Andre Nguyen,
Richard Zak,
Luke Edward Richards,
Maya Fuchs,
Fred Lu,
Robert Brandon,
Garay David Lopez Munoz,
Ed Raff,
Charles Nicholas,
and
James Holt
Minimizing Compute Costs: When Should We Run More Expensive Malware Analysis? (pdf, video)
As organizations in government and industry increasingly rely on digitized data and networked computer systems, they face a growing risk of exposure to cyber attacks. Automated methods such as machine learning based malware detection algorithms have helped analysts to sift through large amounts of data. However, it is still too expensive to always run the best algorithms when massive amounts of new data are generated every day.
In this work, we demonstrate the benefits of leveraging uncertainty estimation when multiple algorithms with different strengths and costs are used as a part of a larger machine learning malware detection system. In particular, we introduce a novel method in which cheaper machine learning algorithms can choose to defer to costlier models when their own predictions are uncertain and the more expensive model is expected to do well.

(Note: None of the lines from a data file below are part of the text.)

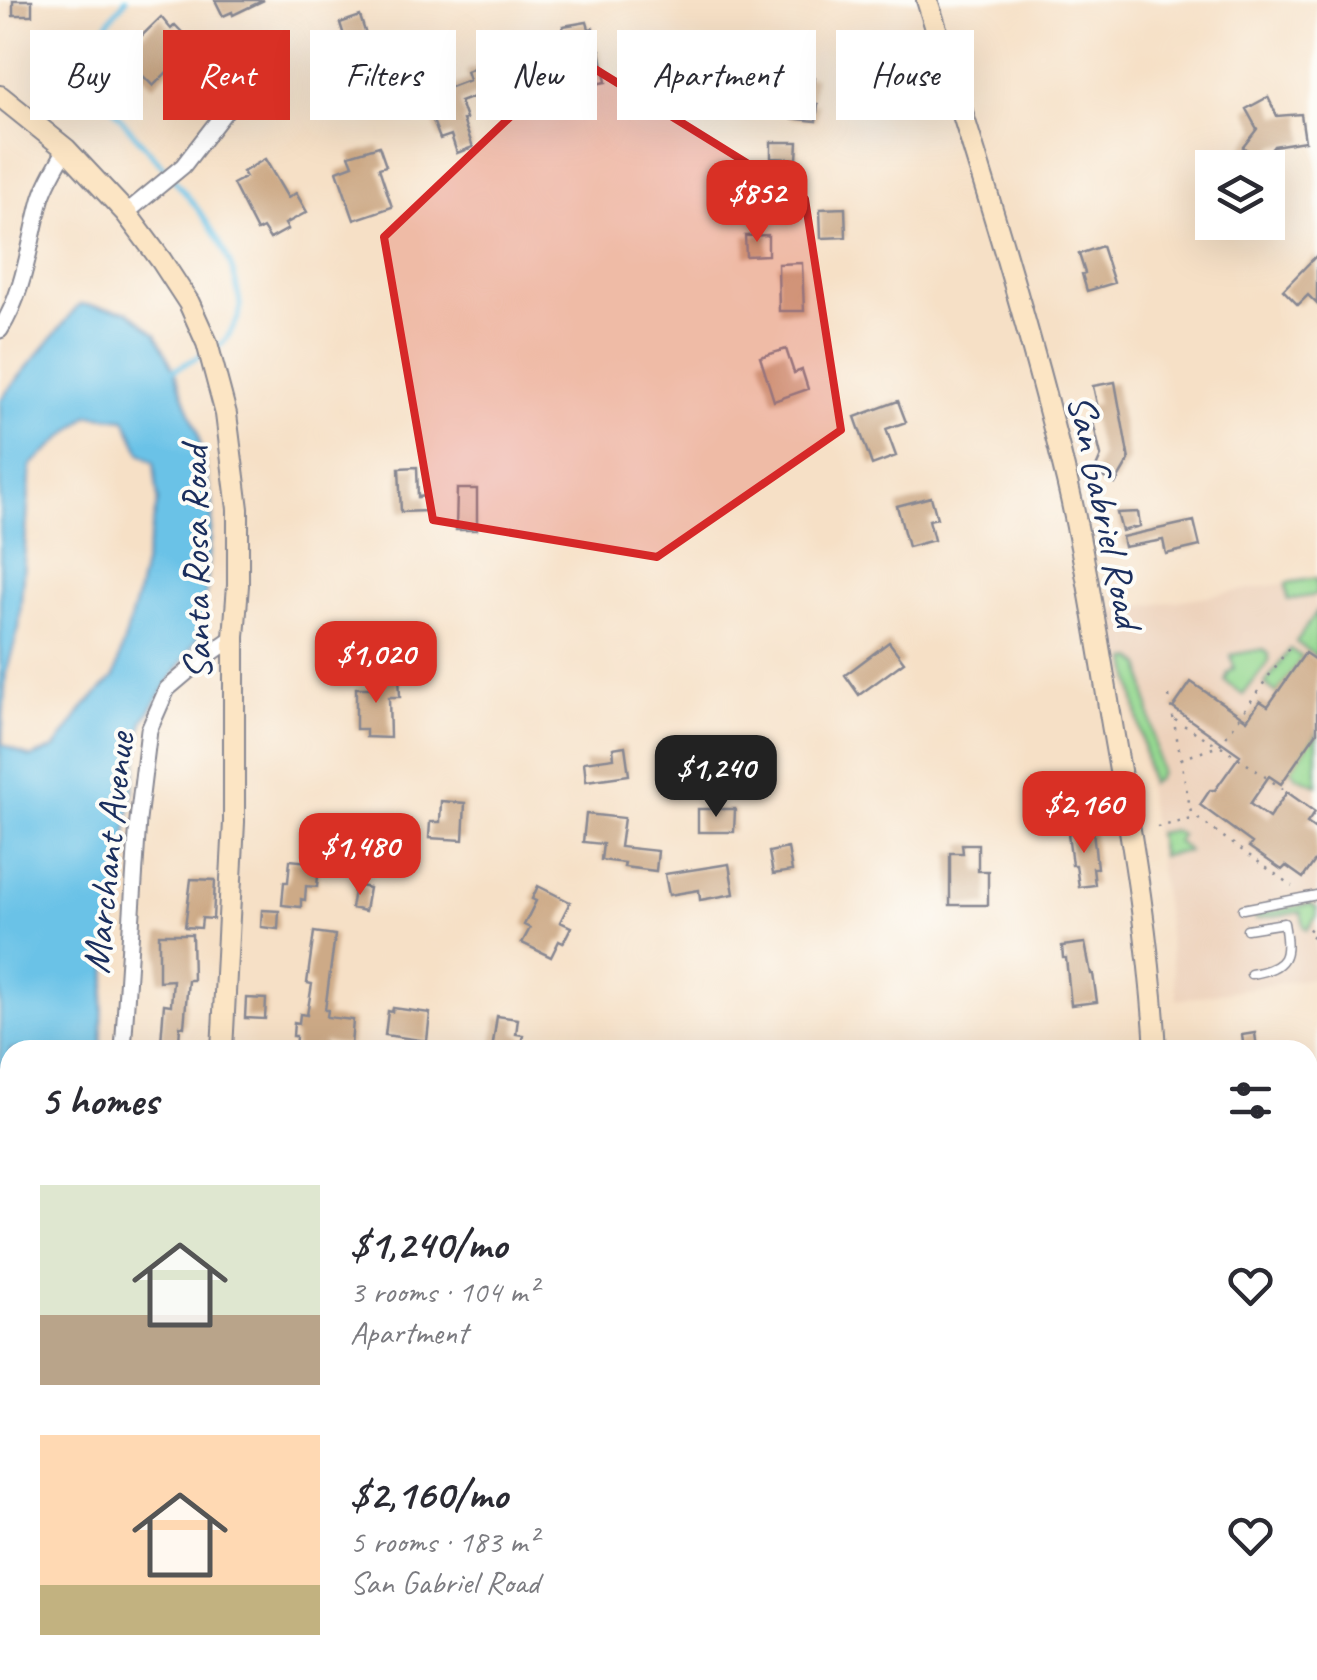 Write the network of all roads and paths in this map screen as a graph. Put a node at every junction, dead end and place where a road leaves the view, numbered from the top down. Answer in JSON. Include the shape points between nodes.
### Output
{"nodes":[{"id":1,"x":927,"y":0,"type":"edge"},
{"id":2,"x":0,"y":96,"type":"edge"},
{"id":3,"x":219,"y":120,"type":"edge"},
{"id":4,"x":66,"y":149,"type":"junction"},
{"id":5,"x":126,"y":213,"type":"junction"},
{"id":6,"x":0,"y":330,"type":"edge"},
{"id":7,"x":234,"y":637,"type":"junction"},
{"id":8,"x":1292,"y":642,"type":"dead end"},
{"id":9,"x":1168,"y":696,"type":"dead end"},
{"id":10,"x":1173,"y":720,"type":"junction"},
{"id":11,"x":1219,"y":746,"type":"junction"},
{"id":12,"x":1181,"y":759,"type":"junction"},
{"id":13,"x":1283,"y":789,"type":"dead end"},
{"id":14,"x":1192,"y":819,"type":"junction"},
{"id":15,"x":1156,"y":826,"type":"dead end"},
{"id":16,"x":1298,"y":890,"type":"dead end"},
{"id":17,"x":1317,"y":895,"type":"edge"},
{"id":18,"x":1243,"y":909,"type":"dead end"},
{"id":19,"x":1317,"y":920,"type":"edge"},
{"id":20,"x":1247,"y":929,"type":"dead end"},
{"id":21,"x":1313,"y":938,"type":"dead end"},
{"id":22,"x":1251,"y":974,"type":"dead end"},
{"id":23,"x":124,"y":1040,"type":"edge"},
{"id":24,"x":223,"y":1040,"type":"edge"},
{"id":25,"x":1155,"y":1040,"type":"edge"}],
"edges":[{"from":1,"to":25,"type":"street","name":"San Gabriel Road","via":[[1018,301],[1078,530],[1133,846]]},
{"from":2,"to":4,"type":"street","name":"Santa Rosa Road"},
{"from":3,"to":5,"type":"street","via":[[183,166]]},
{"from":4,"to":5,"type":"street","name":"Santa Rosa Road"},
{"from":4,"to":6,"type":"street","via":[[42,195],[25,274]]},
{"from":5,"to":7,"type":"street","name":"Santa Rosa Road","via":[[188,303],[217,377],[238,509]]},
{"from":7,"to":23,"type":"street","name":"Marchant Avenue","via":[[168,689],[149,730]]},
{"from":7,"to":24,"type":"street","name":"Santa Rosa Road","via":[[234,822]]},
{"from":8,"to":11,"type":"path"},
{"from":9,"to":10,"type":"path"},
{"from":10,"to":11,"type":"path"},
{"from":10,"to":12,"type":"path"},
{"from":11,"to":12,"type":"path"},
{"from":11,"to":13,"type":"path"},
{"from":12,"to":14,"type":"path"},
{"from":14,"to":15,"type":"path"},
{"from":14,"to":16,"type":"path"},
{"from":17,"to":18,"type":"lane"},
{"from":19,"to":21,"type":"path","via":[[1304,934]]},
{"from":20,"to":22,"type":"lane","via":[[1284,923],[1288,944],[1288,954],[1274,968]]}]} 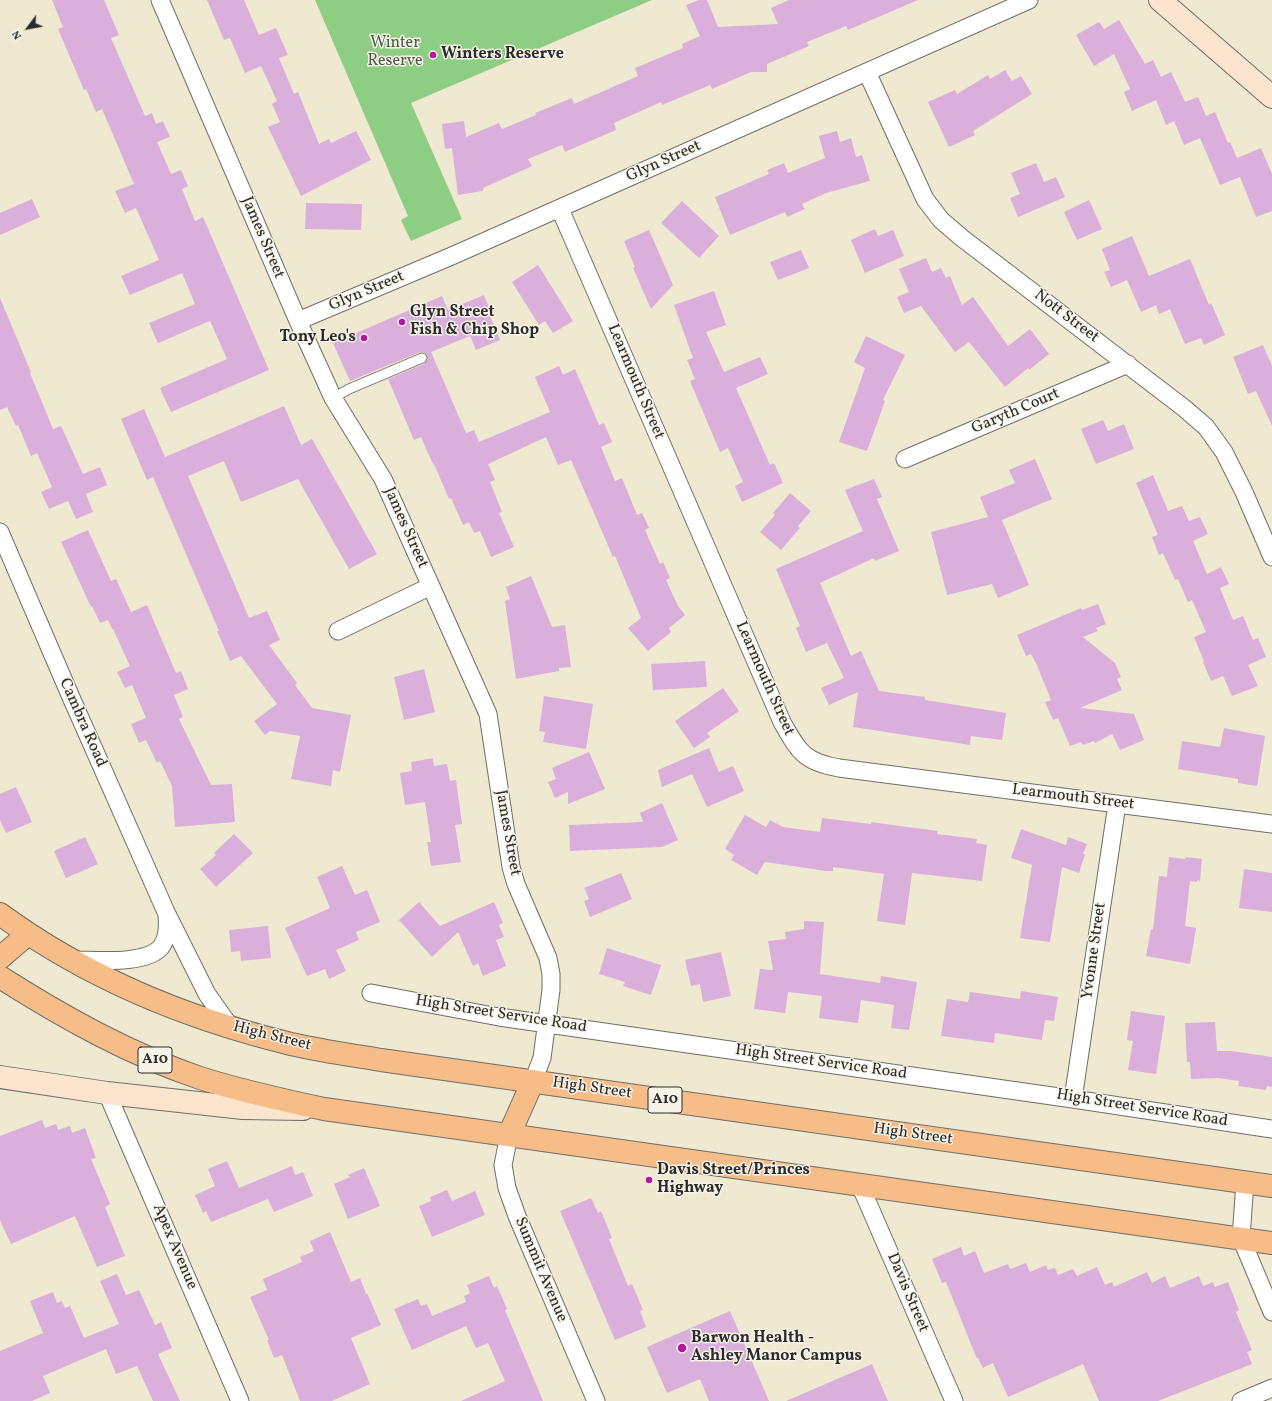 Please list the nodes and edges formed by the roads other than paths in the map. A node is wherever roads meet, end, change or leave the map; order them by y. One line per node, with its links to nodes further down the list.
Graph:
1 (160, 0): 7 (street, James Street)
2 (1029, 0): 4 (street, Glyn Street)
3 (1160, 0): 5 (street)
4 (867, 72): 6 (street, Glyn Street); 9 (street, Nott Street)
5 (1272, 97)
6 (560, 209): 7 (street, Glyn Street); 16 (street, Learmouth Street)
7 (298, 321): 10 (street, James Street)
8 (422, 358): 10 (lane)
9 (1128, 364): 11 (street, Garyth Court); 13 (street, Nott Street)
10 (333, 398): 14 (street, James Street)
11 (905, 459)
12 (0, 532): 18 (street, Cambra Road)
13 (1272, 557)
14 (431, 586): 15 (street); 26 (street, James Street)
15 (338, 631)
16 (1117, 804): 17 (street, Learmouth Street); 31 (street, Yvonne Street)
17 (1272, 824)
18 (166, 912): 23 (street, Cambra Road); 27 (street, Cambra Road)
19 (0, 914): 20 (highway, A10)
20 (25, 932): 21 (highway); 22 (highway); 23 (highway, High Street / A10)
21 (0, 939)
22 (0, 958)
23 (72, 960): 27 (highway, High Street / A10)
24 (0, 977): 32 (highway, A10)
25 (371, 993): 26 (street, High Street Service Road)
26 (547, 1024): 29 (street, James Street); 31 (street, High Street Service Road)
27 (231, 1028): 29 (highway, High Street / A10)
28 (0, 1076): 30 (street)
29 (533, 1081): 34 (highway); 35 (highway, High Street / A10)
30 (107, 1093): 32 (street); 42 (street, Apex Avenue)
31 (1073, 1099): 33 (street, High Street Service Road)
32 (324, 1109): 34 (highway, A10)
33 (1272, 1129)
34 (509, 1134): 36 (highway, A10); 43 (street, Summit Avenue)
35 (1244, 1182): 37 (highway, High Street / A10); 38 (street)
36 (860, 1185): 38 (highway, A10); 44 (street, Davis Street)
37 (1272, 1186)
38 (1240, 1238): 39 (highway, A10); 40 (street)
39 (1272, 1243)
40 (1272, 1312)
41 (1272, 1388): 45 (street)
42 (240, 1401)
43 (596, 1401)
44 (954, 1401)
45 (1241, 1401) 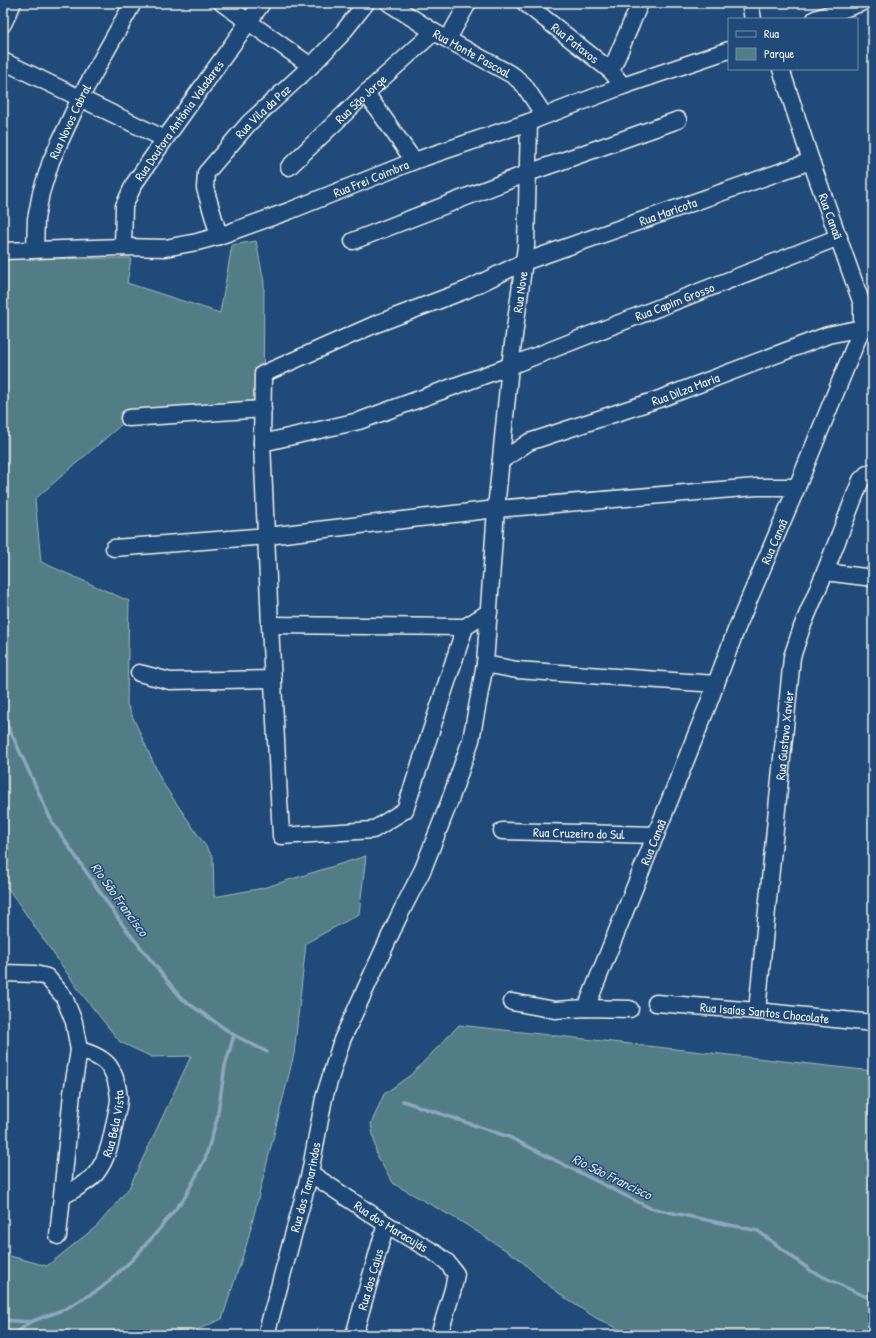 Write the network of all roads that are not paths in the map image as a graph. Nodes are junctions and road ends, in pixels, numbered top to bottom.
1 (13, 3) edge
2 (133, 3) edge
3 (222, 3) edge
4 (262, 3) edge
5 (366, 3) edge
6 (389, 3) edge
7 (468, 3) edge
8 (525, 3) edge
9 (640, 3) edge
10 (750, 3) edge
11 (861, 3) edge
12 (753, 18) edge
13 (818, 18) edge
14 (249, 22) junction
15 (3, 24) edge
16 (434, 32) junction
17 (448, 39) junction
18 (728, 50) edge
19 (3, 61) edge
20 (311, 66) junction
21 (781, 70) edge
22 (611, 71) junction
23 (622, 86) junction
24 (366, 92) junction
25 (80, 98) junction
26 (544, 115) junction
27 (678, 120) dead end
28 (529, 122) junction
29 (165, 139) junction
30 (414, 161) junction
31 (811, 161) junction
32 (289, 167) dead end
33 (528, 173) junction
34 (219, 236) junction
35 (839, 237) junction
36 (353, 241) dead end
37 (122, 247) junction
38 (35, 249) junction
39 (3, 251) edge
40 (524, 262) junction
41 (867, 328) edge
42 (510, 366) junction
43 (263, 409) junction
44 (129, 418) dead end
45 (262, 443) junction
46 (501, 461) junction
47 (870, 473) edge
48 (797, 487) junction
49 (496, 509) junction
50 (267, 536) junction
51 (114, 548) dead end
52 (825, 572) junction
53 (873, 578) edge
54 (489, 612) junction
55 (270, 625) junction
56 (465, 626) junction
57 (485, 664) junction
58 (139, 673) dead end
59 (273, 679) junction
60 (716, 684) junction
61 (502, 831) dead end
62 (656, 835) junction
63 (3, 974) edge
64 (512, 1002) dead end
65 (656, 1003) dead end
66 (586, 1008) junction
67 (630, 1009) dead end
68 (756, 1011) junction
69 (873, 1023) edge
70 (80, 1050) junction
71 (310, 1173) junction
72 (62, 1196) junction
73 (386, 1224) junction
74 (58, 1236) dead end
75 (266, 1335) edge
76 (354, 1335) edge
77 (439, 1335) edge

1 - 15 street
2 - 25 street, Rua Novos Cabral
3 - 14 street
4 - 14 street, Rua Doutora Antônia Valadares
5 - 20 street, Rua Vila da Paz
6 - 16 street, Rua Monte Pascoal
7 - 17 street
8 - 22 street, Rua Pataxos
9 - 22 street
10 - 12 street
11 - 13 street
14 - 20 street
14 - 29 street, Rua Doutora Antônia Valadares
16 - 17 street, Rua Monte Pascoal
16 - 24 street, Rua São Jorge
17 - 26 street, Rua Monte Pascoal
18 - 23 street, Rua Frei Coimbra
19 - 25 street
20 - 34 street, Rua Vila da Paz
21 - 31 street, Rua Canaã
22 - 23 street, Rua Pataxos
23 - 26 street, Rua Frei Coimbra
24 - 30 street
24 - 32 street, Rua São Jorge
25 - 29 street
25 - 38 street, Rua Novos Cabral
26 - 28 street, Rua Frei Coimbra
27 - 33 street
28 - 30 street, Rua Frei Coimbra
28 - 33 street, Rua Nove
29 - 37 street, Rua Doutora Antônia Valadares
30 - 34 street, Rua Frei Coimbra
31 - 35 street, Rua Canaã
31 - 40 street, Rua Maricota
33 - 36 street
33 - 40 street, Rua Nove
34 - 37 street, Rua Frei Coimbra
35 - 41 street, Rua Canaã
35 - 42 street, Rua Capim Grosso
37 - 38 street, Rua Frei Coimbra
38 - 39 street, Rua Frei Coimbra
40 - 42 street, Rua Nove
40 - 43 street, Rua Maricota
41 - 46 street, Rua Dilza Maria
41 - 48 street, Rua Canaã
42 - 45 street, Rua Capim Grosso
42 - 46 street, Rua Nove
43 - 44 street
43 - 45 street
45 - 50 street
46 - 49 street, Rua Nove
47 - 52 street, Rua Gustavo Xavier
48 - 49 street
48 - 60 street, Rua Canaã
49 - 50 street
49 - 54 street, Rua Nove
50 - 51 street
50 - 55 street
52 - 53 street
52 - 68 street, Rua Gustavo Xavier
54 - 56 street
54 - 57 street, Rua Nove
55 - 56 street
55 - 59 street
56 - 59 street
57 - 60 street
57 - 71 street, Rua dos Tamarindos
58 - 59 street
60 - 62 street, Rua Canaã
61 - 62 street, Rua Cruzeiro do Sul
62 - 66 street, Rua Canaã
63 - 70 street
64 - 66 street
65 - 68 street, Rua Isaías Santos Chocolate
66 - 67 street
68 - 69 street, Rua Isaías Santos Chocolate
70 - 72 street
70 - 72 street, Rua Bela Vista
71 - 73 street, Rua dos Maracujás
71 - 75 street, Rua dos Tamarindos
72 - 74 street
73 - 76 street, Rua dos Cajus
73 - 77 street, Rua dos Maracujás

We first use this method to detect specific capabilities in executable files, then extend it to general malware detection. In both cases, we are able to maintain high accuracy while minimizing the use of the more costly algorithms. With capability detection, we achieve an average 99.9% of correctly labeled capabilities for half the computational cost of using the expensive model throughout. For general malware detection, using this method to strategically balance the use of static and dynamic analysis saves a year's worth of compute time.